START Input

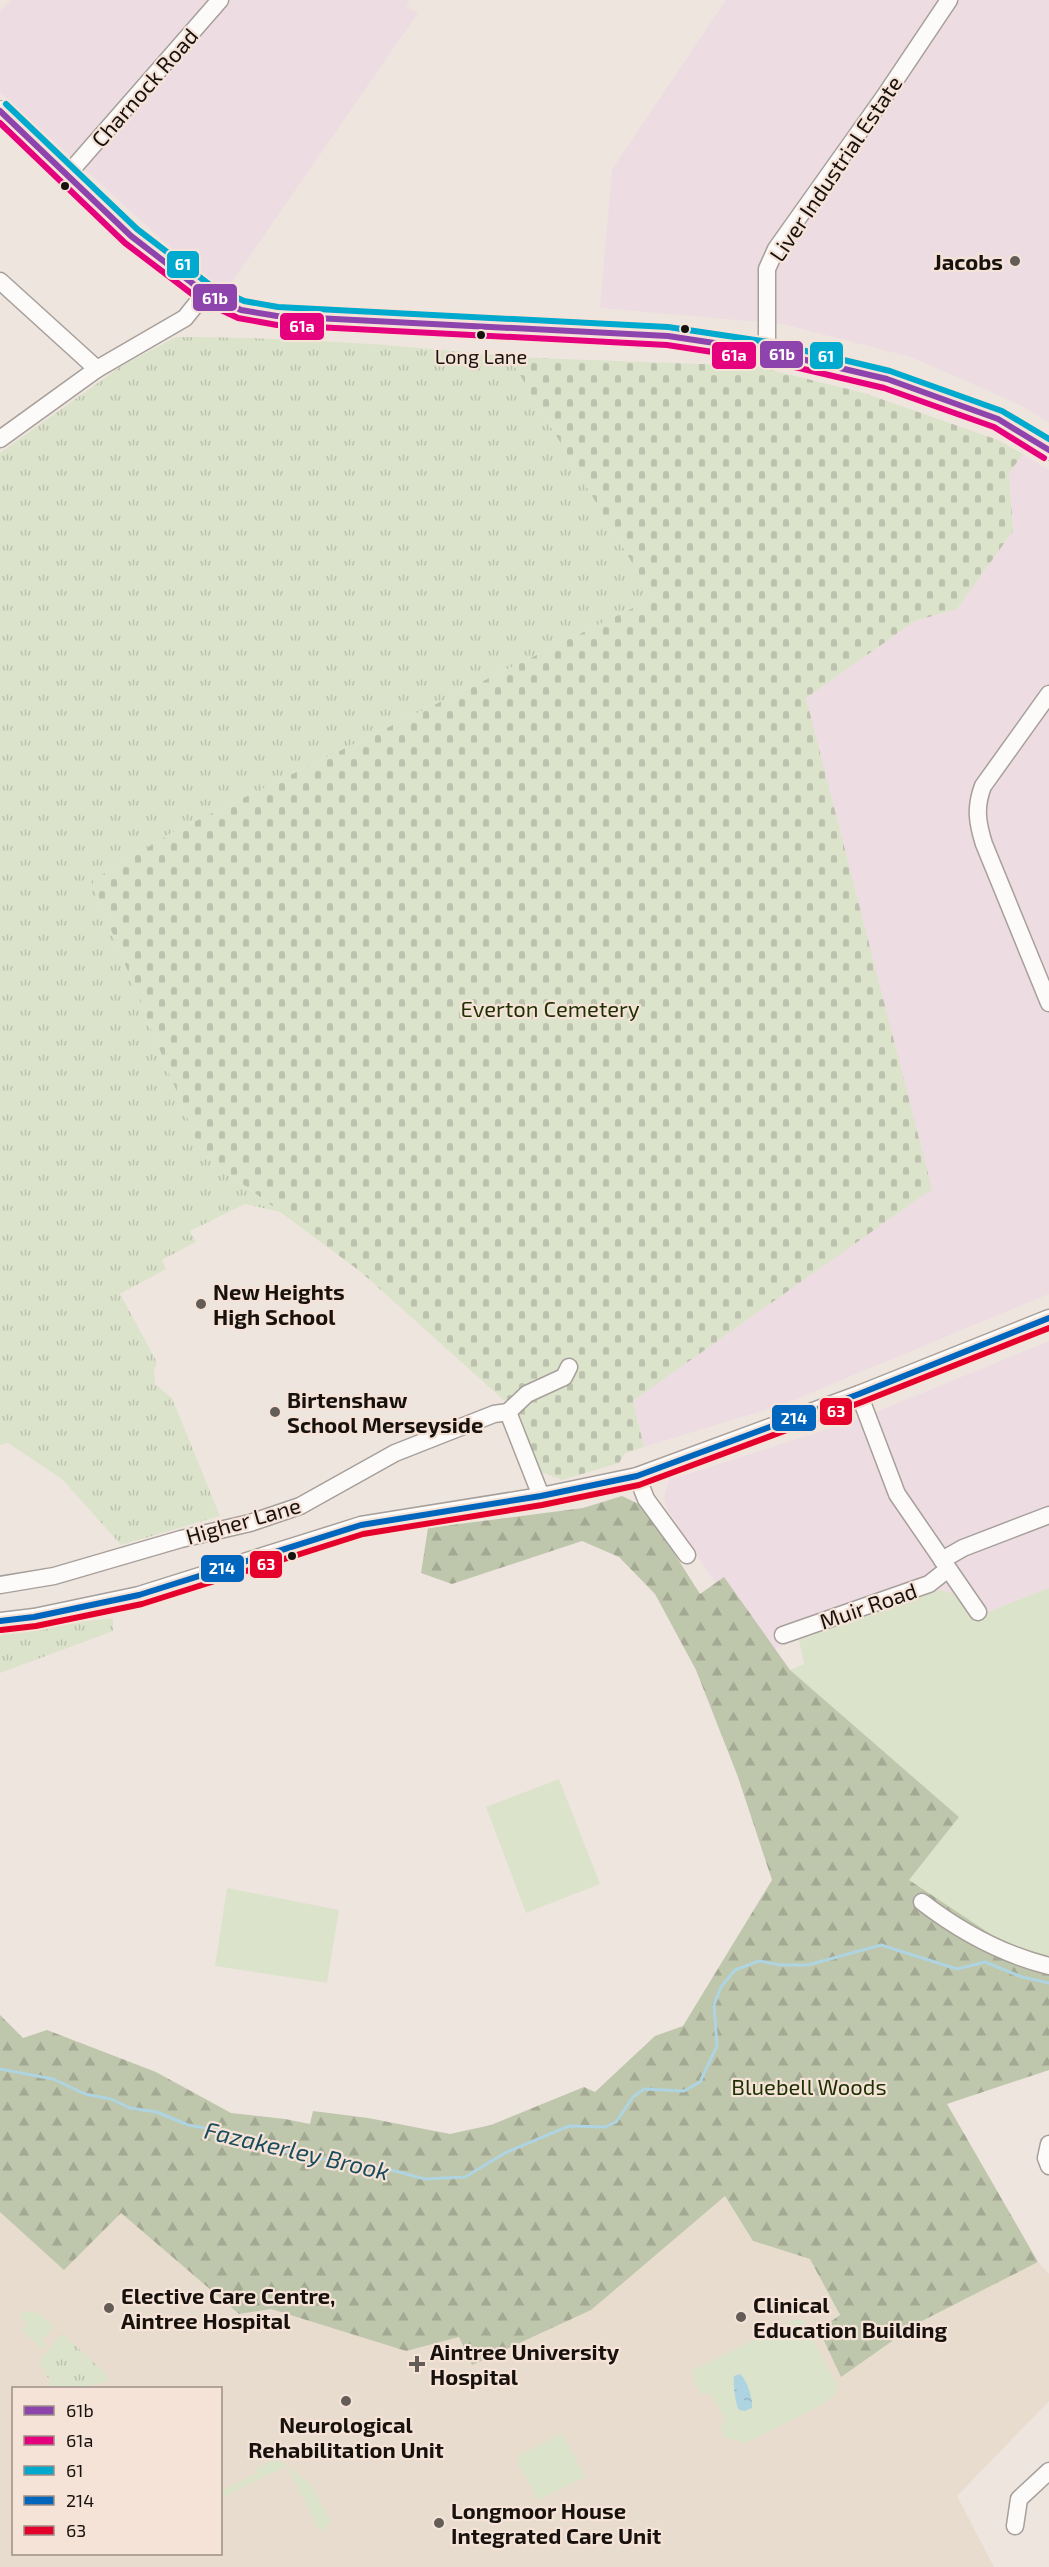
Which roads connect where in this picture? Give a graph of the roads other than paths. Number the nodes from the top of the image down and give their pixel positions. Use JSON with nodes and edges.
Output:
{"nodes":[{"id":1,"x":220,"y":0,"type":"edge"},
{"id":2,"x":949,"y":0,"type":"edge"},
{"id":3,"x":0,"y":111,"type":"edge"},
{"id":4,"x":68,"y":174,"type":"junction"},
{"id":5,"x":0,"y":281,"type":"edge"},
{"id":6,"x":205,"y":293,"type":"junction"},
{"id":7,"x":767,"y":351,"type":"junction"},
{"id":8,"x":97,"y":369,"type":"junction"},
{"id":9,"x":2,"y":432,"type":"edge"},
{"id":10,"x":1049,"y":450,"type":"edge"},
{"id":11,"x":1049,"y":694,"type":"edge"},
{"id":12,"x":1049,"y":1003,"type":"edge"},
{"id":13,"x":1049,"y":1318,"type":"edge"},
{"id":14,"x":569,"y":1367,"type":"dead end"},
{"id":15,"x":859,"y":1394,"type":"junction"},
{"id":16,"x":508,"y":1412,"type":"junction"},
{"id":17,"x":636,"y":1476,"type":"junction"},
{"id":18,"x":541,"y":1496,"type":"junction"},
{"id":19,"x":1049,"y":1515,"type":"edge"},
{"id":20,"x":687,"y":1555,"type":"dead end"},
{"id":21,"x":945,"y":1564,"type":"junction"},
{"id":22,"x":0,"y":1585,"type":"edge"},
{"id":23,"x":978,"y":1612,"type":"dead end"},
{"id":24,"x":0,"y":1621,"type":"edge"},
{"id":25,"x":783,"y":1635,"type":"dead end"},
{"id":26,"x":922,"y":1902,"type":"dead end"},
{"id":27,"x":1049,"y":1966,"type":"edge"},
{"id":28,"x":1031,"y":2147,"type":"dead end"},
{"id":29,"x":1048,"y":2156,"type":"edge"},
{"id":30,"x":1049,"y":2471,"type":"edge"},
{"id":31,"x":1015,"y":2526,"type":"dead end"}],
"edges":[{"from":1,"to":4,"type":"street","name":"Charnock Road"},
{"from":2,"to":7,"type":"street","name":"Liver Industrial Estate"},
{"from":3,"to":4,"type":"main road"},
{"from":4,"to":6,"type":"main road"},
{"from":5,"to":8,"type":"street"},
{"from":6,"to":7,"type":"main road"},
{"from":6,"to":8,"type":"street"},
{"from":7,"to":10,"type":"main road"},
{"from":8,"to":9,"type":"street"},
{"from":11,"to":12,"type":"street"},
{"from":13,"to":15,"type":"street"},
{"from":14,"to":16,"type":"street","name":"Higher Lane"},
{"from":15,"to":17,"type":"street"},
{"from":15,"to":21,"type":"street"},
{"from":16,"to":18,"type":"street"},
{"from":16,"to":22,"type":"street","name":"Higher Lane"},
{"from":17,"to":18,"type":"street"},
{"from":17,"to":20,"type":"street"},
{"from":18,"to":24,"type":"street"},
{"from":19,"to":21,"type":"street","name":"Muir Road"},
{"from":21,"to":23,"type":"street"},
{"from":21,"to":25,"type":"street","name":"Muir Road"},
{"from":26,"to":27,"type":"street"},
{"from":28,"to":29,"type":"street"},
{"from":30,"to":31,"type":"street"}]}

END Input

Could you copy the listing exactly, leaving out any pictures?

## Worked solution
Which roads connect where in this picture? Give a graph of the roads other than paths. Number the nodes from the top of the image down and give their pixel positions. Use JSON with nodes and edges.
Output:
{"nodes":[{"id":1,"x":220,"y":0,"type":"edge"},
{"id":2,"x":949,"y":0,"type":"edge"},
{"id":3,"x":0,"y":111,"type":"edge"},
{"id":4,"x":68,"y":174,"type":"junction"},
{"id":5,"x":0,"y":281,"type":"edge"},
{"id":6,"x":205,"y":293,"type":"junction"},
{"id":7,"x":767,"y":351,"type":"junction"},
{"id":8,"x":97,"y":369,"type":"junction"},
{"id":9,"x":2,"y":432,"type":"edge"},
{"id":10,"x":1049,"y":450,"type":"edge"},
{"id":11,"x":1049,"y":694,"type":"edge"},
{"id":12,"x":1049,"y":1003,"type":"edge"},
{"id":13,"x":1049,"y":1318,"type":"edge"},
{"id":14,"x":569,"y":1367,"type":"dead end"},
{"id":15,"x":859,"y":1394,"type":"junction"},
{"id":16,"x":508,"y":1412,"type":"junction"},
{"id":17,"x":636,"y":1476,"type":"junction"},
{"id":18,"x":541,"y":1496,"type":"junction"},
{"id":19,"x":1049,"y":1515,"type":"edge"},
{"id":20,"x":687,"y":1555,"type":"dead end"},
{"id":21,"x":945,"y":1564,"type":"junction"},
{"id":22,"x":0,"y":1585,"type":"edge"},
{"id":23,"x":978,"y":1612,"type":"dead end"},
{"id":24,"x":0,"y":1621,"type":"edge"},
{"id":25,"x":783,"y":1635,"type":"dead end"},
{"id":26,"x":922,"y":1902,"type":"dead end"},
{"id":27,"x":1049,"y":1966,"type":"edge"},
{"id":28,"x":1031,"y":2147,"type":"dead end"},
{"id":29,"x":1048,"y":2156,"type":"edge"},
{"id":30,"x":1049,"y":2471,"type":"edge"},
{"id":31,"x":1015,"y":2526,"type":"dead end"}],
"edges":[{"from":1,"to":4,"type":"street","name":"Charnock Road"},
{"from":2,"to":7,"type":"street","name":"Liver Industrial Estate"},
{"from":3,"to":4,"type":"main road"},
{"from":4,"to":6,"type":"main road"},
{"from":5,"to":8,"type":"street"},
{"from":6,"to":7,"type":"main road"},
{"from":6,"to":8,"type":"street"},
{"from":7,"to":10,"type":"main road"},
{"from":8,"to":9,"type":"street"},
{"from":11,"to":12,"type":"street"},
{"from":13,"to":15,"type":"street"},
{"from":14,"to":16,"type":"street","name":"Higher Lane"},
{"from":15,"to":17,"type":"street"},
{"from":15,"to":21,"type":"street"},
{"from":16,"to":18,"type":"street"},
{"from":16,"to":22,"type":"street","name":"Higher Lane"},
{"from":17,"to":18,"type":"street"},
{"from":17,"to":20,"type":"street"},
{"from":18,"to":24,"type":"street"},
{"from":19,"to":21,"type":"street","name":"Muir Road"},
{"from":21,"to":23,"type":"street"},
{"from":21,"to":25,"type":"street","name":"Muir Road"},
{"from":26,"to":27,"type":"street"},
{"from":28,"to":29,"type":"street"},
{"from":30,"to":31,"type":"street"}]}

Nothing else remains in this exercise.